Exercise description:
Each of the entries below should be written out exactly as it reads.

Saved entries:
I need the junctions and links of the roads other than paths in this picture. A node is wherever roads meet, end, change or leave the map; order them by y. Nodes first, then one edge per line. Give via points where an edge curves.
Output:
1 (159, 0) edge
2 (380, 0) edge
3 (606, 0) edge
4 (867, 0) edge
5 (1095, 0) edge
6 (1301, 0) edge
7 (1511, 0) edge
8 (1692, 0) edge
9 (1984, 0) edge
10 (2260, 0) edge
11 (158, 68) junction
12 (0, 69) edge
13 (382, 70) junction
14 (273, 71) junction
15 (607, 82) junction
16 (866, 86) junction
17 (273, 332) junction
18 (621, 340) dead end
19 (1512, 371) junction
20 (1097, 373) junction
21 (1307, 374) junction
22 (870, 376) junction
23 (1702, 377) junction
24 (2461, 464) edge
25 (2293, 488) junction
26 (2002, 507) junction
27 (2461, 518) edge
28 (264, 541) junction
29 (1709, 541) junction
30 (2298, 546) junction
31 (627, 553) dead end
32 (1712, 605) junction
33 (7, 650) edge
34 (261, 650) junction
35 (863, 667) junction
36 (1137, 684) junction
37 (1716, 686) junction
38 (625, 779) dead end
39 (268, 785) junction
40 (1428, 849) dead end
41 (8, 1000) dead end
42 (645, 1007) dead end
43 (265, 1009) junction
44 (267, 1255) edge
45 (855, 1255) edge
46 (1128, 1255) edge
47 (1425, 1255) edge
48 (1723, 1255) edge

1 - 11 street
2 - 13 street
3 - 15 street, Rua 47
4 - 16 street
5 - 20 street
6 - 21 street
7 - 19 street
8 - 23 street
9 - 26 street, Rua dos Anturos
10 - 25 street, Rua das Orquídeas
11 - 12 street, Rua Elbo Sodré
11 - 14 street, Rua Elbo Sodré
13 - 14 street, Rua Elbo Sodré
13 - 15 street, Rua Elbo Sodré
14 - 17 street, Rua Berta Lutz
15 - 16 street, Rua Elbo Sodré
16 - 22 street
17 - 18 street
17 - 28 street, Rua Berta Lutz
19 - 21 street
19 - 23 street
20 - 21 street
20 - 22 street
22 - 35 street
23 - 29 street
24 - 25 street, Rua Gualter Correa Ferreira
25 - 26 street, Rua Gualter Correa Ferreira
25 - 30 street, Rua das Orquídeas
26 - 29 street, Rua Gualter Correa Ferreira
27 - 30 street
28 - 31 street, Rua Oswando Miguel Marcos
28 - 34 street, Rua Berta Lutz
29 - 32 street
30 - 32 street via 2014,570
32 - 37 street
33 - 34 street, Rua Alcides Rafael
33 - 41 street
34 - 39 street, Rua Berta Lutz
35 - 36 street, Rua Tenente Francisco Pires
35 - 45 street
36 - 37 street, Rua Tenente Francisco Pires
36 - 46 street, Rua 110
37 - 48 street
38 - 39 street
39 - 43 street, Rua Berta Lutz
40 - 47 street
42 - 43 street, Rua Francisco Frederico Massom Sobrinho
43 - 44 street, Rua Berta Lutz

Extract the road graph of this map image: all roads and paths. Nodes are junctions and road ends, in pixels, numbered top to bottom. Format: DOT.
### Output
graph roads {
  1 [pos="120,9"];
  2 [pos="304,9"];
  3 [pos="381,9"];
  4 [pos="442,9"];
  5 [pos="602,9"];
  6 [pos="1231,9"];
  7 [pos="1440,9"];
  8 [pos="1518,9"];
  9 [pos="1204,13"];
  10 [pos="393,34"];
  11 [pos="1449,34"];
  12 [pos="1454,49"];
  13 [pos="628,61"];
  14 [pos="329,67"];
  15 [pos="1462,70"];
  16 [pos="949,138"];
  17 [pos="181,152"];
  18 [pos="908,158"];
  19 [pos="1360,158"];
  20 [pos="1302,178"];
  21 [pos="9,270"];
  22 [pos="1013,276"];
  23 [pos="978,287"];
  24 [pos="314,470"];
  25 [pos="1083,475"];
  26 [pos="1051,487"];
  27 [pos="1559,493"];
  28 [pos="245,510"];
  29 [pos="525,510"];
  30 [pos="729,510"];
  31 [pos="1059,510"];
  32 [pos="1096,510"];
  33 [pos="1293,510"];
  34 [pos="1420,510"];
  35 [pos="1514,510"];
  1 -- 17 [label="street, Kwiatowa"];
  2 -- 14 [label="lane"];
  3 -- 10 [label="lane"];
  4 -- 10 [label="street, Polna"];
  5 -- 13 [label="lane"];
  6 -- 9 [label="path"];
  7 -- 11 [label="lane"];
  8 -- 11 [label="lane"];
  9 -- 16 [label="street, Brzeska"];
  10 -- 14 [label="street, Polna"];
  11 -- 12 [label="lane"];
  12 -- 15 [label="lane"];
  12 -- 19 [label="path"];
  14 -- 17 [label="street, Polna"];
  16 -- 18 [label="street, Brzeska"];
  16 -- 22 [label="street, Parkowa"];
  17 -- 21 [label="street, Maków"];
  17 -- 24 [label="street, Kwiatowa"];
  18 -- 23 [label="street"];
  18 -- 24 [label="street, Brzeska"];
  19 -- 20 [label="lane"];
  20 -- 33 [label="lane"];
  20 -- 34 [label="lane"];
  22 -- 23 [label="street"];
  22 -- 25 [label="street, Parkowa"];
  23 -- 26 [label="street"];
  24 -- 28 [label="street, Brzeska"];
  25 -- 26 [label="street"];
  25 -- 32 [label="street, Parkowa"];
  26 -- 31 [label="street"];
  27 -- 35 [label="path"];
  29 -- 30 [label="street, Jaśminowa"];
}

Solution below:
I need the junctions and links of the roads other than paths in this picture. A node is wherever roads meet, end, change or leave the map; order them by y. Nodes first, then one edge per line. Give via points where an edge curves.
Output:
1 (159, 0) edge
2 (380, 0) edge
3 (606, 0) edge
4 (867, 0) edge
5 (1095, 0) edge
6 (1301, 0) edge
7 (1511, 0) edge
8 (1692, 0) edge
9 (1984, 0) edge
10 (2260, 0) edge
11 (158, 68) junction
12 (0, 69) edge
13 (382, 70) junction
14 (273, 71) junction
15 (607, 82) junction
16 (866, 86) junction
17 (273, 332) junction
18 (621, 340) dead end
19 (1512, 371) junction
20 (1097, 373) junction
21 (1307, 374) junction
22 (870, 376) junction
23 (1702, 377) junction
24 (2461, 464) edge
25 (2293, 488) junction
26 (2002, 507) junction
27 (2461, 518) edge
28 (264, 541) junction
29 (1709, 541) junction
30 (2298, 546) junction
31 (627, 553) dead end
32 (1712, 605) junction
33 (7, 650) edge
34 (261, 650) junction
35 (863, 667) junction
36 (1137, 684) junction
37 (1716, 686) junction
38 (625, 779) dead end
39 (268, 785) junction
40 (1428, 849) dead end
41 (8, 1000) dead end
42 (645, 1007) dead end
43 (265, 1009) junction
44 (267, 1255) edge
45 (855, 1255) edge
46 (1128, 1255) edge
47 (1425, 1255) edge
48 (1723, 1255) edge

1 - 11 street
2 - 13 street
3 - 15 street, Rua 47
4 - 16 street
5 - 20 street
6 - 21 street
7 - 19 street
8 - 23 street
9 - 26 street, Rua dos Anturos
10 - 25 street, Rua das Orquídeas
11 - 12 street, Rua Elbo Sodré
11 - 14 street, Rua Elbo Sodré
13 - 14 street, Rua Elbo Sodré
13 - 15 street, Rua Elbo Sodré
14 - 17 street, Rua Berta Lutz
15 - 16 street, Rua Elbo Sodré
16 - 22 street
17 - 18 street
17 - 28 street, Rua Berta Lutz
19 - 21 street
19 - 23 street
20 - 21 street
20 - 22 street
22 - 35 street
23 - 29 street
24 - 25 street, Rua Gualter Correa Ferreira
25 - 26 street, Rua Gualter Correa Ferreira
25 - 30 street, Rua das Orquídeas
26 - 29 street, Rua Gualter Correa Ferreira
27 - 30 street
28 - 31 street, Rua Oswando Miguel Marcos
28 - 34 street, Rua Berta Lutz
29 - 32 street
30 - 32 street via 2014,570
32 - 37 street
33 - 34 street, Rua Alcides Rafael
33 - 41 street
34 - 39 street, Rua Berta Lutz
35 - 36 street, Rua Tenente Francisco Pires
35 - 45 street
36 - 37 street, Rua Tenente Francisco Pires
36 - 46 street, Rua 110
37 - 48 street
38 - 39 street
39 - 43 street, Rua Berta Lutz
40 - 47 street
42 - 43 street, Rua Francisco Frederico Massom Sobrinho
43 - 44 street, Rua Berta Lutz

Extract the road graph of this map image: all roads and paths. Nodes are junctions and road ends, in pixels, numbered top to bottom. Format: DOT.
### Output
graph roads {
  1 [pos="120,9"];
  2 [pos="304,9"];
  3 [pos="381,9"];
  4 [pos="442,9"];
  5 [pos="602,9"];
  6 [pos="1231,9"];
  7 [pos="1440,9"];
  8 [pos="1518,9"];
  9 [pos="1204,13"];
  10 [pos="393,34"];
  11 [pos="1449,34"];
  12 [pos="1454,49"];
  13 [pos="628,61"];
  14 [pos="329,67"];
  15 [pos="1462,70"];
  16 [pos="949,138"];
  17 [pos="181,152"];
  18 [pos="908,158"];
  19 [pos="1360,158"];
  20 [pos="1302,178"];
  21 [pos="9,270"];
  22 [pos="1013,276"];
  23 [pos="978,287"];
  24 [pos="314,470"];
  25 [pos="1083,475"];
  26 [pos="1051,487"];
  27 [pos="1559,493"];
  28 [pos="245,510"];
  29 [pos="525,510"];
  30 [pos="729,510"];
  31 [pos="1059,510"];
  32 [pos="1096,510"];
  33 [pos="1293,510"];
  34 [pos="1420,510"];
  35 [pos="1514,510"];
  1 -- 17 [label="street, Kwiatowa"];
  2 -- 14 [label="lane"];
  3 -- 10 [label="lane"];
  4 -- 10 [label="street, Polna"];
  5 -- 13 [label="lane"];
  6 -- 9 [label="path"];
  7 -- 11 [label="lane"];
  8 -- 11 [label="lane"];
  9 -- 16 [label="street, Brzeska"];
  10 -- 14 [label="street, Polna"];
  11 -- 12 [label="lane"];
  12 -- 15 [label="lane"];
  12 -- 19 [label="path"];
  14 -- 17 [label="street, Polna"];
  16 -- 18 [label="street, Brzeska"];
  16 -- 22 [label="street, Parkowa"];
  17 -- 21 [label="street, Maków"];
  17 -- 24 [label="street, Kwiatowa"];
  18 -- 23 [label="street"];
  18 -- 24 [label="street, Brzeska"];
  19 -- 20 [label="lane"];
  20 -- 33 [label="lane"];
  20 -- 34 [label="lane"];
  22 -- 23 [label="street"];
  22 -- 25 [label="street, Parkowa"];
  23 -- 26 [label="street"];
  24 -- 28 [label="street, Brzeska"];
  25 -- 26 [label="street"];
  25 -- 32 [label="street, Parkowa"];
  26 -- 31 [label="street"];
  27 -- 35 [label="path"];
  29 -- 30 [label="street, Jaśminowa"];
}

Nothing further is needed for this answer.